Liverpool in 2008: commemorating an amazing adventure.
A bright hard sunlight lit the Liver building in Liverpool on Saturday. It was weirdly hot, people had pulled out their summer clothes to give them one last airing, and the Albert Docks were thronging with people.
I went to the quayside and looked at the Mersey and tried to imagine how it must have been in 1865 - dirtier, probably - in one version of my book (there have been so many) there was this describing the short trip out onto the Mersey for a group of Welsh colonists bound for Patagonia on a ship called the Mimosa...
Silas listens to the oars plopping into the water again and again - each stroke is taking them away from everything he knows. Soon they will have gone too far to come back: he remembers his mother clutching at him, making him promise that he will write, his sister kissing him hard on the cheek. Already it seems a different world, and yet they are just across the river, one stretch of land and then another, not very far.I think that particular passage has been edited out of my novel now. Ah, I have written so many words, and have got rid of so many too, and now I am beginning to edit again. The final one, I hope.
‘Look, Dadda!’ All at once the ship is looming large and close beside them. wood scrapes against wood, and the ship is like a wall, the only escape up a ladder, one after the other, passing children, bags over onto the deck, until they are all aboard and the deck sways beneath their feet and the boat moves away back to shore. They look at each other and smile. The air is clearer here, cooler and fresher.
‘It’s starting,’ Jacob says, hugging himself, ‘our great adventure.'
I had come to Liverpool to visit the Merseyside Maritime Museum. More people migrated from Liverpool than from any other port in the world. From here they went to Australia, New Zealand, Canada and of course the United States. There is a marvellous permanent exhibition on this, including a place that (I think) rocks like the deck of the ship. When I was researching my novel I came here a few times. I imagined myself being in the hold of the Mimosa, recently converted for its passengers from its usual cargo of tea.
The event I had come to see was on the top floor. Here I found a room crowded with people speaking Welsh - members of the Liverpool Welsh Society. At least some of these people are the descendants of the people that were responsible for organising the migration of the Patagonian colonists and raising money and interest. There were several speakers: the head curator of the Museum, Dr Alan Scarth; the writer Susan Wilkinson; the model-maker, Tony Fancy;
the archivist, Bruno Derrick, and another writer, Elvey McDonald.

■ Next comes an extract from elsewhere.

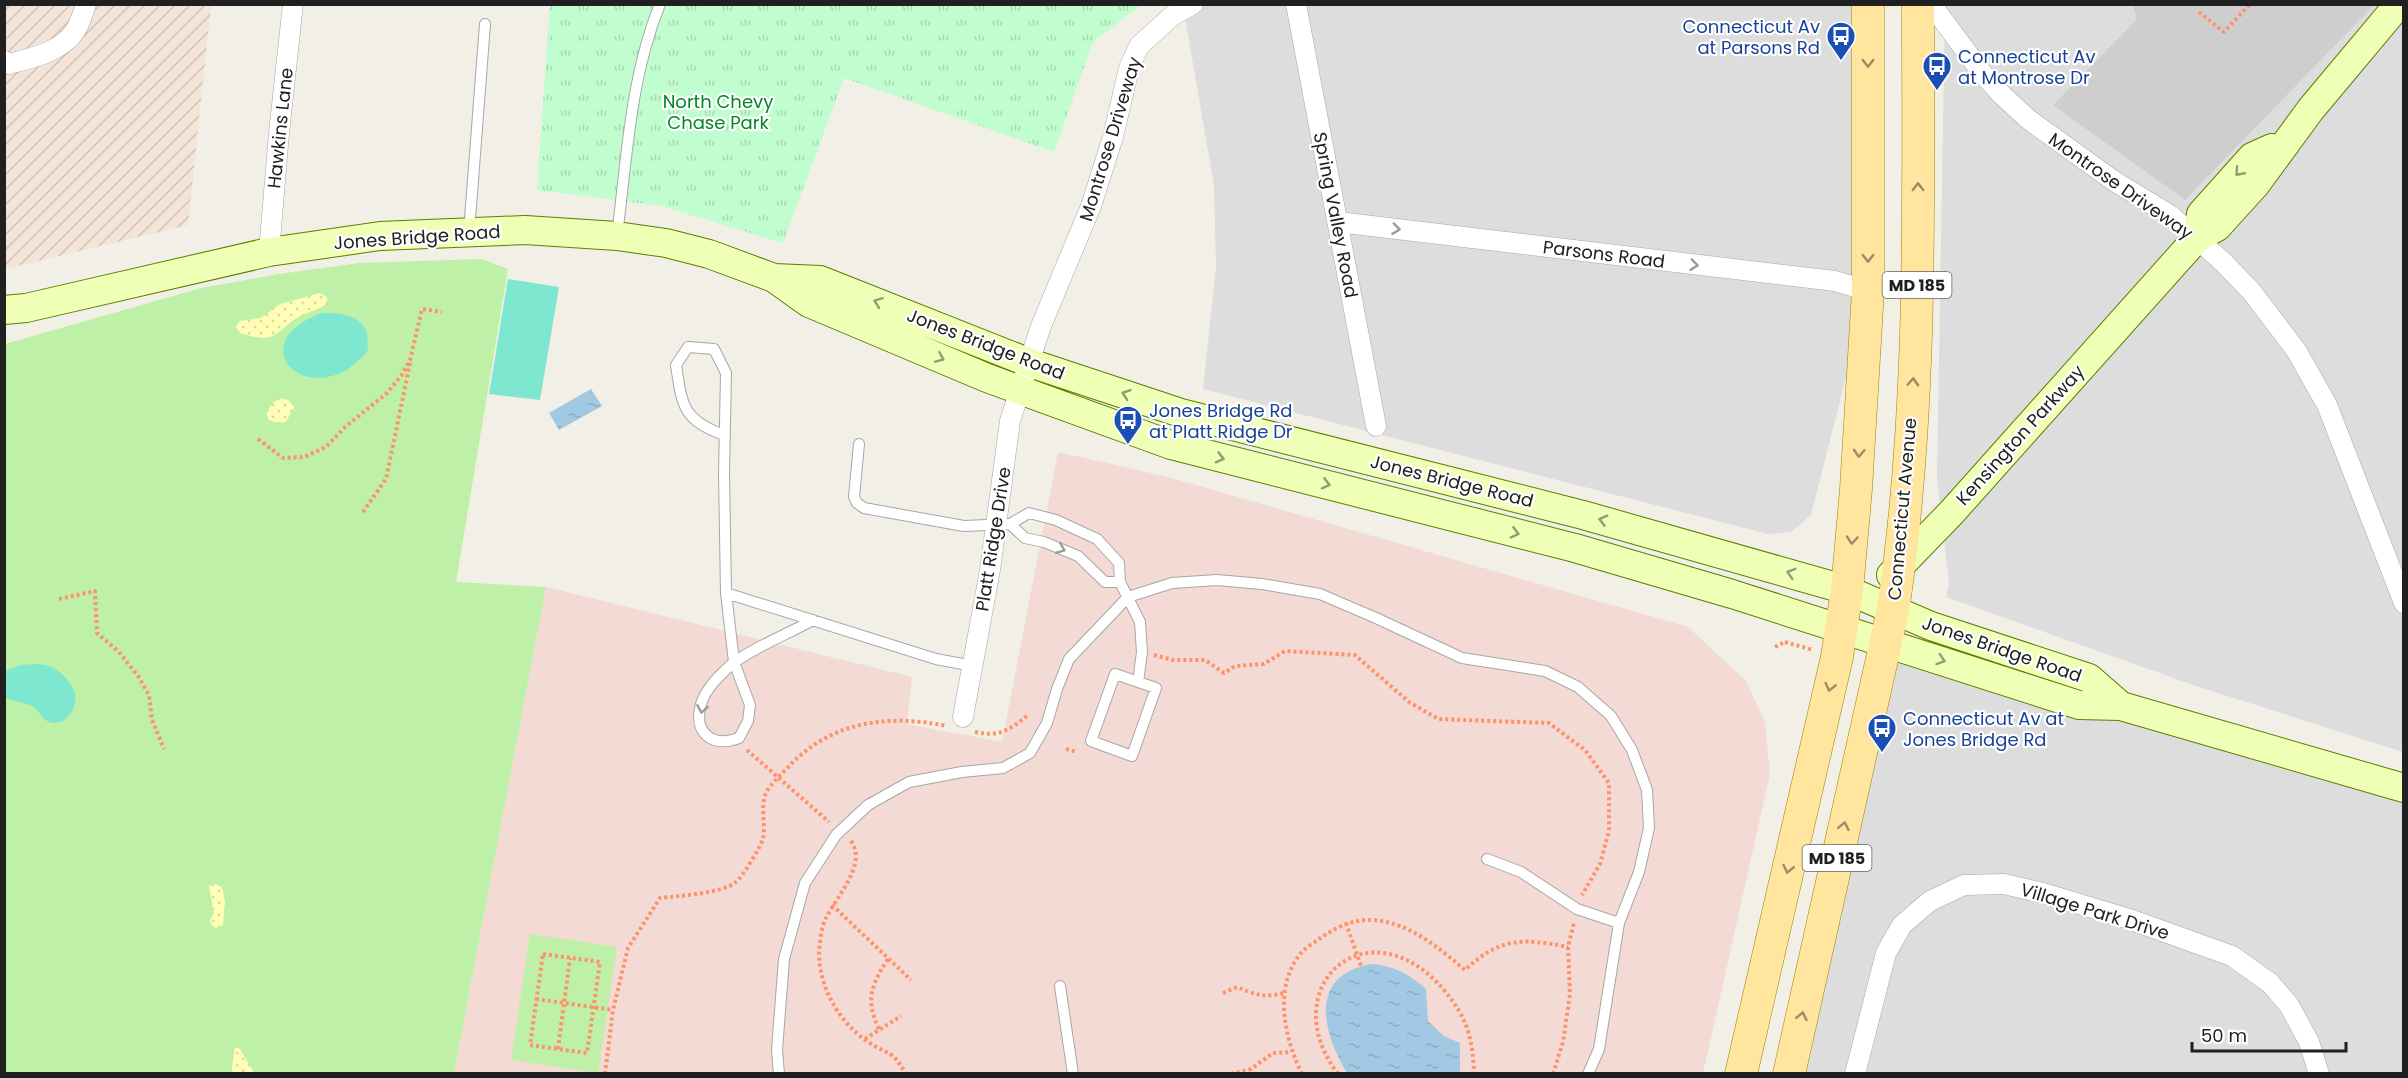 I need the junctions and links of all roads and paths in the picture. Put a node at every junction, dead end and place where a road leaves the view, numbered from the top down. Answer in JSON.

Elvey has written this book on the emigration, 'Yr Hirdaith' which I had hoped my father would translate for me, because it is in Welsh (but sadly he has never felt well enough to get round to it). I am assured it is excellent, which makes it even more aggravating that I have never been able to read it.
Then, at last, came the moment we had been waiting for: the unveiling of this accurate model of the Mimosa by Mrs Elan Jones (pictured here together with the chairman of the Merseyside Welsh Heritage Society, Dr D Ben Rees, and Tony Fancy).
Elvey McDonald, like Elan Jones, was born in Patagonia and now lives on the West coast of Wales. I like this picture of two of his grandchildren looking at the model.
And, talking of books, here is Susan Wilkinson, who is related to the Irish doctor who accompanied the colonists to Patagonia. There is an interview with Susan and a short review of the book here.
The day finished well: Susan and I went to a cafe and had a very long chat about Patagonia, research and writing, which I enjoyed very much indeed.